• About this task:
Give the records again. Keep them exact and leave out the images.

• Data section:

******

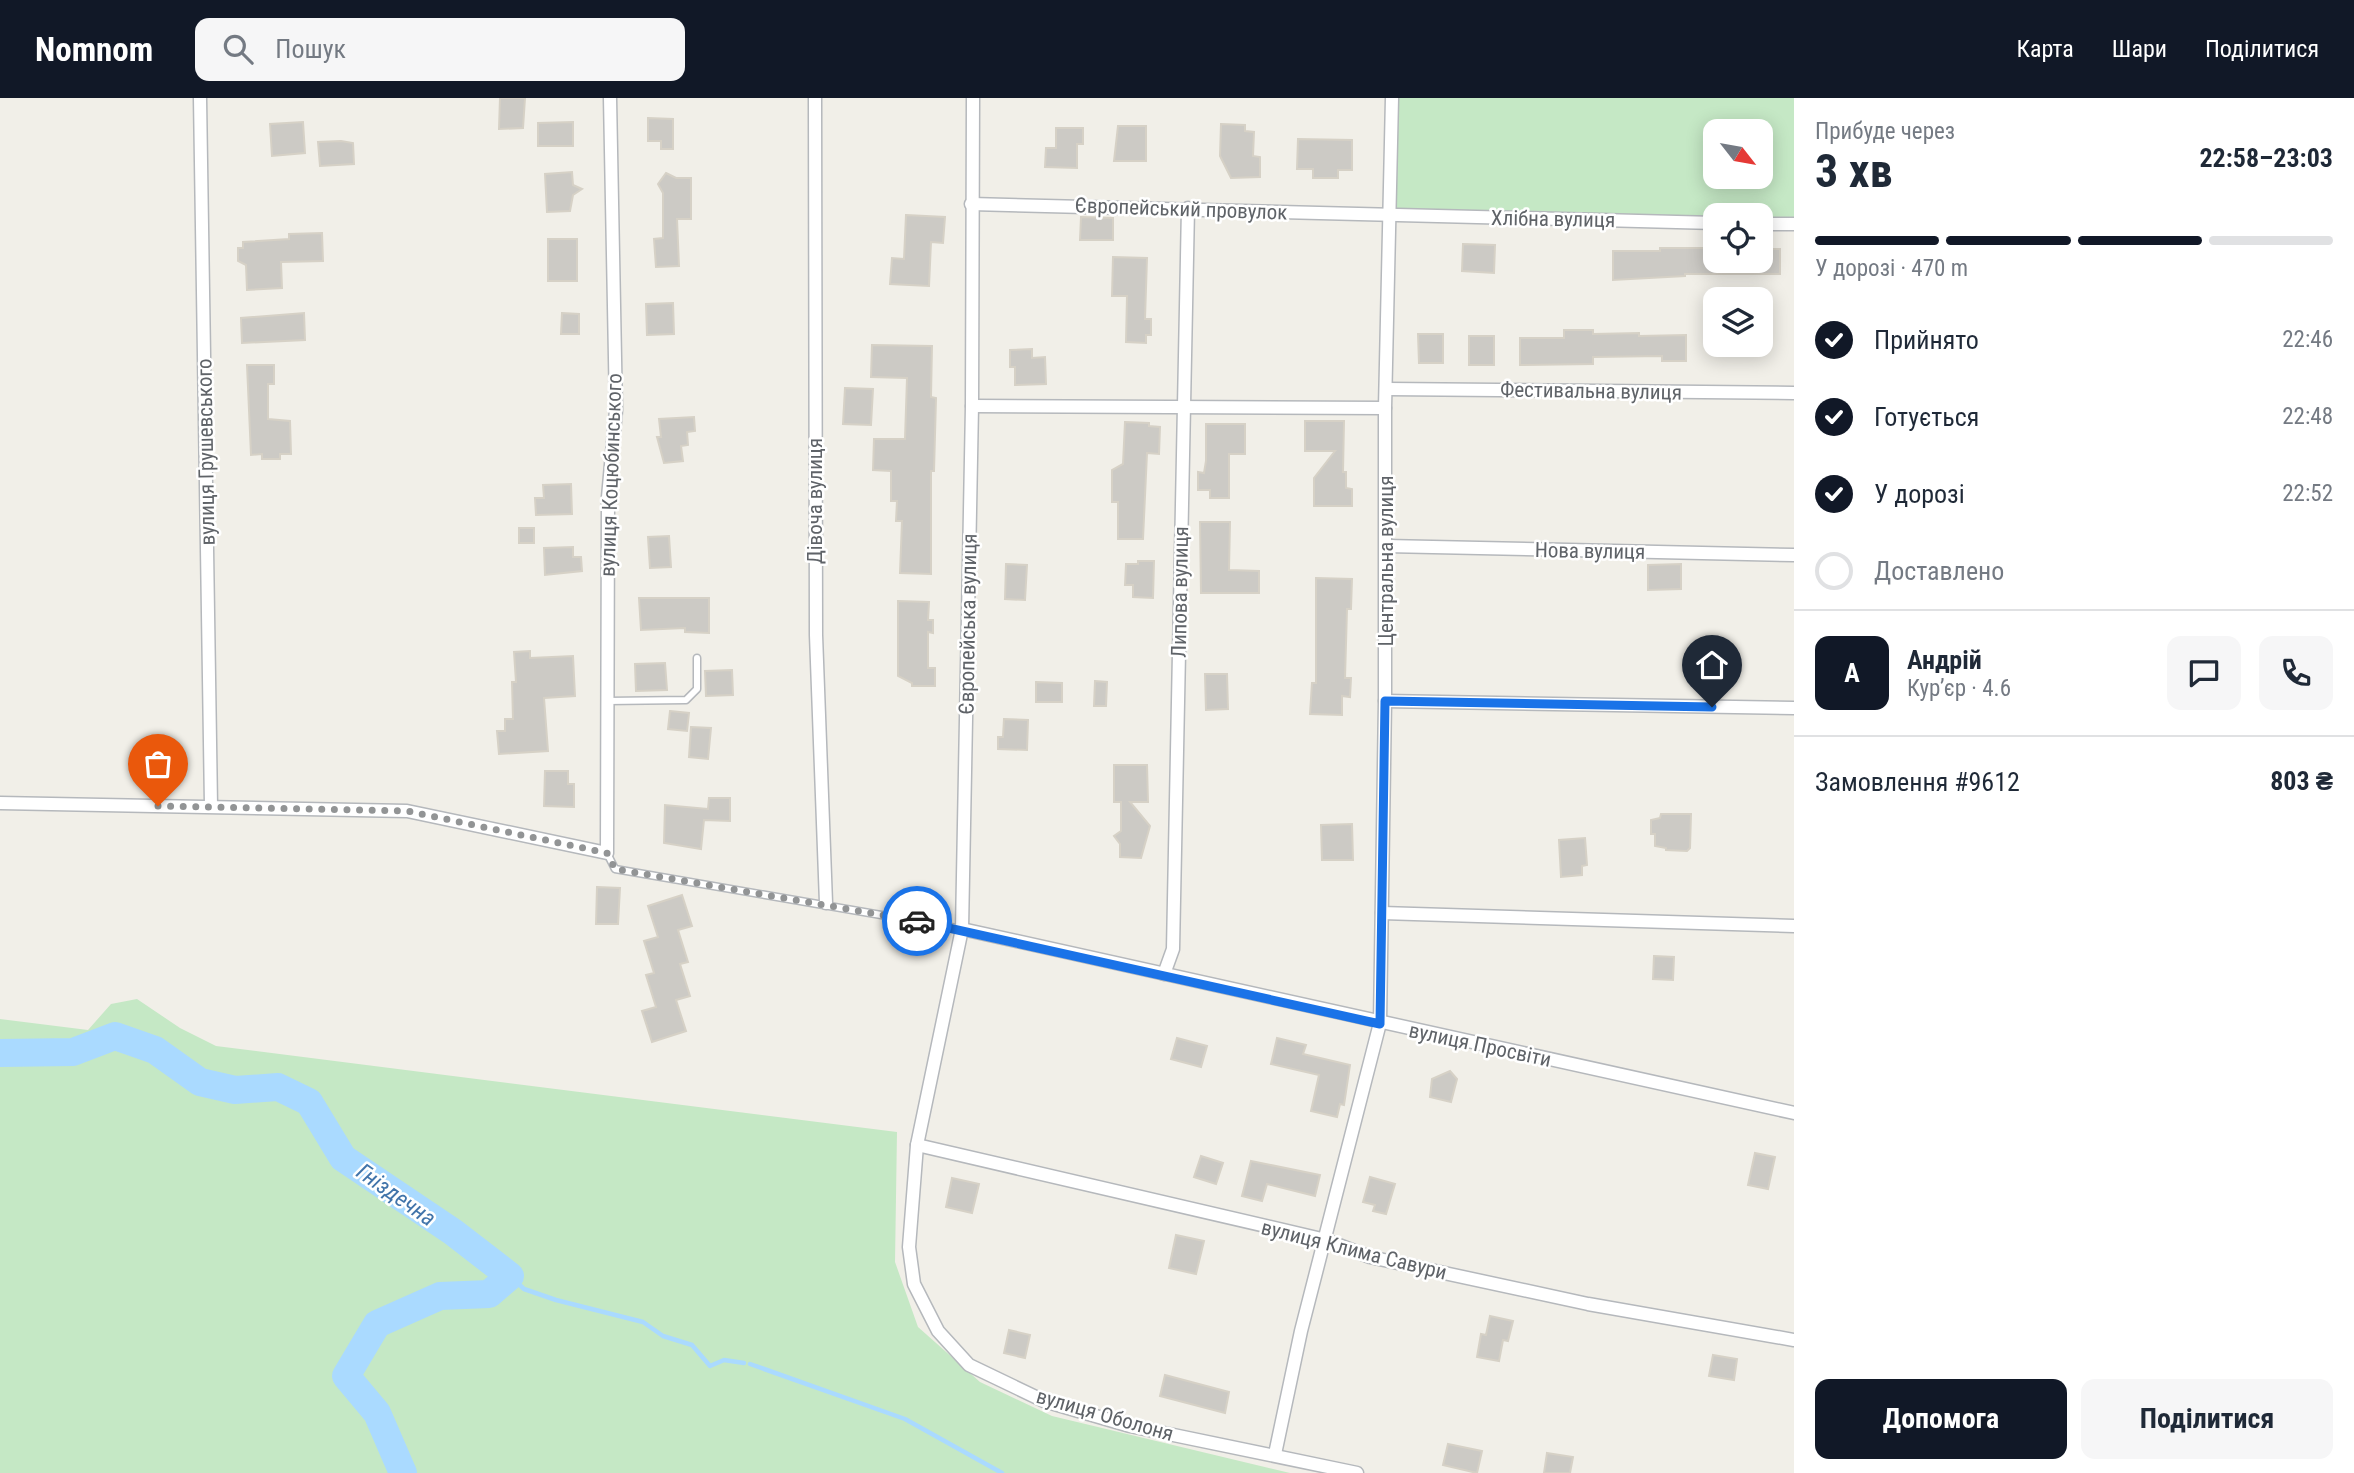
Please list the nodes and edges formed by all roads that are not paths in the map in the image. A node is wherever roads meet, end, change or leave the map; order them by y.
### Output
1 (200, 98) edge
2 (610, 98) edge
3 (815, 98) edge
4 (973, 98) edge
5 (1392, 98) edge
6 (971, 204) junction
7 (1188, 208) junction
8 (1391, 215) junction
9 (1703, 223) edge
10 (1773, 224) edge
11 (1794, 225) edge
12 (1387, 388) junction
13 (1794, 393) edge
14 (1183, 406) junction
15 (972, 407) junction
16 (1384, 408) junction
17 (1386, 546) junction
18 (1794, 555) edge
19 (697, 658) dead end
20 (607, 701) junction
21 (1385, 701) junction
22 (1794, 708) edge
23 (0, 803) edge
24 (211, 806) junction
25 (607, 853) junction
26 (826, 903) junction
27 (1382, 913) junction
28 (1794, 926) edge
29 (962, 929) junction
30 (1164, 974) junction
31 (1380, 1024) junction
32 (1794, 1113) edge
33 (917, 1144) junction
34 (1326, 1240) junction
35 (1794, 1340) edge
36 (1275, 1454) junction
37 (1357, 1473) edge

1 - 24 street, вулиця Грушевського
2 - 20 street, вулиця Коцюбинського
3 - 26 street, Дівоча вулиця
4 - 6 street, Європейська вулиця
5 - 8 street, Центральна вулиця
6 - 7 street, Європейський провулок
6 - 15 street, Європейська вулиця
7 - 8 street, Європейський провулок
7 - 14 street, Липова вулиця
8 - 9 street, Хлібна вулиця
8 - 12 street, Центральна вулиця
10 - 11 street
12 - 13 street, Фестивальна вулиця
12 - 16 street, Центральна вулиця
14 - 15 street
14 - 16 street
14 - 30 street, Липова вулиця
15 - 29 street, Європейська вулиця
16 - 17 street, Центральна вулиця
17 - 18 street, Нова вулиця
17 - 21 street, Центральна вулиця
19 - 20 lane
20 - 25 street, вулиця Коцюбинського
21 - 22 street
21 - 27 street, Центральна вулиця
23 - 24 street
24 - 25 street
25 - 26 lane
26 - 29 lane
27 - 28 street
27 - 31 street, Центральна вулиця
29 - 30 street, вулиця Просвіти
29 - 33 street, Європейська вулиця
30 - 31 street, вулиця Просвіти
31 - 32 street, вулиця Просвіти
31 - 34 street, Центральна вулиця
33 - 34 street, вулиця Клима Савури
33 - 36 street, вулиця Оболоня
34 - 35 street, вулиця Клима Савури
34 - 36 street, Центральна вулиця
36 - 37 street, вулиця Оболоня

******

• Task solution:
Please list the nodes and edges formed by all roads that are not paths in the map in the image. A node is wherever roads meet, end, change or leave the map; order them by y.
### Output
1 (200, 98) edge
2 (610, 98) edge
3 (815, 98) edge
4 (973, 98) edge
5 (1392, 98) edge
6 (971, 204) junction
7 (1188, 208) junction
8 (1391, 215) junction
9 (1703, 223) edge
10 (1773, 224) edge
11 (1794, 225) edge
12 (1387, 388) junction
13 (1794, 393) edge
14 (1183, 406) junction
15 (972, 407) junction
16 (1384, 408) junction
17 (1386, 546) junction
18 (1794, 555) edge
19 (697, 658) dead end
20 (607, 701) junction
21 (1385, 701) junction
22 (1794, 708) edge
23 (0, 803) edge
24 (211, 806) junction
25 (607, 853) junction
26 (826, 903) junction
27 (1382, 913) junction
28 (1794, 926) edge
29 (962, 929) junction
30 (1164, 974) junction
31 (1380, 1024) junction
32 (1794, 1113) edge
33 (917, 1144) junction
34 (1326, 1240) junction
35 (1794, 1340) edge
36 (1275, 1454) junction
37 (1357, 1473) edge

1 - 24 street, вулиця Грушевського
2 - 20 street, вулиця Коцюбинського
3 - 26 street, Дівоча вулиця
4 - 6 street, Європейська вулиця
5 - 8 street, Центральна вулиця
6 - 7 street, Європейський провулок
6 - 15 street, Європейська вулиця
7 - 8 street, Європейський провулок
7 - 14 street, Липова вулиця
8 - 9 street, Хлібна вулиця
8 - 12 street, Центральна вулиця
10 - 11 street
12 - 13 street, Фестивальна вулиця
12 - 16 street, Центральна вулиця
14 - 15 street
14 - 16 street
14 - 30 street, Липова вулиця
15 - 29 street, Європейська вулиця
16 - 17 street, Центральна вулиця
17 - 18 street, Нова вулиця
17 - 21 street, Центральна вулиця
19 - 20 lane
20 - 25 street, вулиця Коцюбинського
21 - 22 street
21 - 27 street, Центральна вулиця
23 - 24 street
24 - 25 street
25 - 26 lane
26 - 29 lane
27 - 28 street
27 - 31 street, Центральна вулиця
29 - 30 street, вулиця Просвіти
29 - 33 street, Європейська вулиця
30 - 31 street, вулиця Просвіти
31 - 32 street, вулиця Просвіти
31 - 34 street, Центральна вулиця
33 - 34 street, вулиця Клима Савури
33 - 36 street, вулиця Оболоня
34 - 35 street, вулиця Клима Савури
34 - 36 street, Центральна вулиця
36 - 37 street, вулиця Оболоня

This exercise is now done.